(Material provided Opens)
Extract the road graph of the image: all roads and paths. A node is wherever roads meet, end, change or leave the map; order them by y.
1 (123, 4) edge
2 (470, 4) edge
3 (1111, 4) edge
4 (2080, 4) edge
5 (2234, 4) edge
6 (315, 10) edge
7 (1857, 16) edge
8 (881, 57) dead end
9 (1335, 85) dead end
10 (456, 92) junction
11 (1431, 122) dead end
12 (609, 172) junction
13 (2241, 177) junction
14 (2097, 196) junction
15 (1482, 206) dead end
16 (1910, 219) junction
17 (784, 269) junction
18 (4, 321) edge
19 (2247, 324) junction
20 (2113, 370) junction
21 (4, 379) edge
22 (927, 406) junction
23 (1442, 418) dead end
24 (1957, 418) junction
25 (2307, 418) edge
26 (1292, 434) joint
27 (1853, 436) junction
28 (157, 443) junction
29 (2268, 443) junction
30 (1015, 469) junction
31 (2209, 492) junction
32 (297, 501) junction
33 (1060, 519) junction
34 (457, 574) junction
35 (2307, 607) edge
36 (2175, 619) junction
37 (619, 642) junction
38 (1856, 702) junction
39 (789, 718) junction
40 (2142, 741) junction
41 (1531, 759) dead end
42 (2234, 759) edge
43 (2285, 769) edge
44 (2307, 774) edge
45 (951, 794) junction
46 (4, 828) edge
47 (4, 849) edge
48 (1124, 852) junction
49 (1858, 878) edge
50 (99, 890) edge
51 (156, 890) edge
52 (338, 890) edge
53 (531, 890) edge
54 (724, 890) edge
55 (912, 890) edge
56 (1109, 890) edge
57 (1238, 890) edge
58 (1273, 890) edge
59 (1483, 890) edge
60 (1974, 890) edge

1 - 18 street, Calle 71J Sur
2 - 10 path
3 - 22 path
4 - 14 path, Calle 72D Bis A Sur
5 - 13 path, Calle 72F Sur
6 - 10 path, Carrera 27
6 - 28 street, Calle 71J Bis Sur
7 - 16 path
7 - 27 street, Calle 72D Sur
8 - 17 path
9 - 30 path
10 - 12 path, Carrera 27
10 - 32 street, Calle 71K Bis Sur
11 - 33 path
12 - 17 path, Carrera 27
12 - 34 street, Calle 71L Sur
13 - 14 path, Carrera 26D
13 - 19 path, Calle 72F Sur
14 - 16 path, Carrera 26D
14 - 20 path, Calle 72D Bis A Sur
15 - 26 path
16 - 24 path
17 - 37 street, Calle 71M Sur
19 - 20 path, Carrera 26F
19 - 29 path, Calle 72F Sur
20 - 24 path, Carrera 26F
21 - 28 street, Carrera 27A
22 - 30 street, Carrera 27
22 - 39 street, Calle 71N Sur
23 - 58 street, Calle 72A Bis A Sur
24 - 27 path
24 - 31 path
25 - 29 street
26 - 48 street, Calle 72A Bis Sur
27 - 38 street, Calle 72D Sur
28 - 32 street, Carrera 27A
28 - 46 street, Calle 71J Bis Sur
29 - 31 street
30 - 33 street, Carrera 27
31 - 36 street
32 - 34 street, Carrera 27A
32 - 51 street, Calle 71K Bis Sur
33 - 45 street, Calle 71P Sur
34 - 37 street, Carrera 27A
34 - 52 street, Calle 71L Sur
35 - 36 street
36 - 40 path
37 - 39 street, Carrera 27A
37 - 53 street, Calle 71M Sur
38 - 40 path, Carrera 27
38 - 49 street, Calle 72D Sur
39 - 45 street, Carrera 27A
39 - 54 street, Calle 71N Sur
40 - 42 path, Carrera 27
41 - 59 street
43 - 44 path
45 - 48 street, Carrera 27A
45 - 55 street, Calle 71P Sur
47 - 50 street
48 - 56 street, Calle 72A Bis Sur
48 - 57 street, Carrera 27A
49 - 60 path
(Material provided Closes)
§ **Exercise details**
Copy every record above exactly as it appears.

§ **Answer area**
Extract the road graph of the image: all roads and paths. A node is wherever roads meet, end, change or leave the map; order them by y.
1 (123, 4) edge
2 (470, 4) edge
3 (1111, 4) edge
4 (2080, 4) edge
5 (2234, 4) edge
6 (315, 10) edge
7 (1857, 16) edge
8 (881, 57) dead end
9 (1335, 85) dead end
10 (456, 92) junction
11 (1431, 122) dead end
12 (609, 172) junction
13 (2241, 177) junction
14 (2097, 196) junction
15 (1482, 206) dead end
16 (1910, 219) junction
17 (784, 269) junction
18 (4, 321) edge
19 (2247, 324) junction
20 (2113, 370) junction
21 (4, 379) edge
22 (927, 406) junction
23 (1442, 418) dead end
24 (1957, 418) junction
25 (2307, 418) edge
26 (1292, 434) joint
27 (1853, 436) junction
28 (157, 443) junction
29 (2268, 443) junction
30 (1015, 469) junction
31 (2209, 492) junction
32 (297, 501) junction
33 (1060, 519) junction
34 (457, 574) junction
35 (2307, 607) edge
36 (2175, 619) junction
37 (619, 642) junction
38 (1856, 702) junction
39 (789, 718) junction
40 (2142, 741) junction
41 (1531, 759) dead end
42 (2234, 759) edge
43 (2285, 769) edge
44 (2307, 774) edge
45 (951, 794) junction
46 (4, 828) edge
47 (4, 849) edge
48 (1124, 852) junction
49 (1858, 878) edge
50 (99, 890) edge
51 (156, 890) edge
52 (338, 890) edge
53 (531, 890) edge
54 (724, 890) edge
55 (912, 890) edge
56 (1109, 890) edge
57 (1238, 890) edge
58 (1273, 890) edge
59 (1483, 890) edge
60 (1974, 890) edge

1 - 18 street, Calle 71J Sur
2 - 10 path
3 - 22 path
4 - 14 path, Calle 72D Bis A Sur
5 - 13 path, Calle 72F Sur
6 - 10 path, Carrera 27
6 - 28 street, Calle 71J Bis Sur
7 - 16 path
7 - 27 street, Calle 72D Sur
8 - 17 path
9 - 30 path
10 - 12 path, Carrera 27
10 - 32 street, Calle 71K Bis Sur
11 - 33 path
12 - 17 path, Carrera 27
12 - 34 street, Calle 71L Sur
13 - 14 path, Carrera 26D
13 - 19 path, Calle 72F Sur
14 - 16 path, Carrera 26D
14 - 20 path, Calle 72D Bis A Sur
15 - 26 path
16 - 24 path
17 - 37 street, Calle 71M Sur
19 - 20 path, Carrera 26F
19 - 29 path, Calle 72F Sur
20 - 24 path, Carrera 26F
21 - 28 street, Carrera 27A
22 - 30 street, Carrera 27
22 - 39 street, Calle 71N Sur
23 - 58 street, Calle 72A Bis A Sur
24 - 27 path
24 - 31 path
25 - 29 street
26 - 48 street, Calle 72A Bis Sur
27 - 38 street, Calle 72D Sur
28 - 32 street, Carrera 27A
28 - 46 street, Calle 71J Bis Sur
29 - 31 street
30 - 33 street, Carrera 27
31 - 36 street
32 - 34 street, Carrera 27A
32 - 51 street, Calle 71K Bis Sur
33 - 45 street, Calle 71P Sur
34 - 37 street, Carrera 27A
34 - 52 street, Calle 71L Sur
35 - 36 street
36 - 40 path
37 - 39 street, Carrera 27A
37 - 53 street, Calle 71M Sur
38 - 40 path, Carrera 27
38 - 49 street, Calle 72D Sur
39 - 45 street, Carrera 27A
39 - 54 street, Calle 71N Sur
40 - 42 path, Carrera 27
41 - 59 street
43 - 44 path
45 - 48 street, Carrera 27A
45 - 55 street, Calle 71P Sur
47 - 50 street
48 - 56 street, Calle 72A Bis Sur
48 - 57 street, Carrera 27A
49 - 60 path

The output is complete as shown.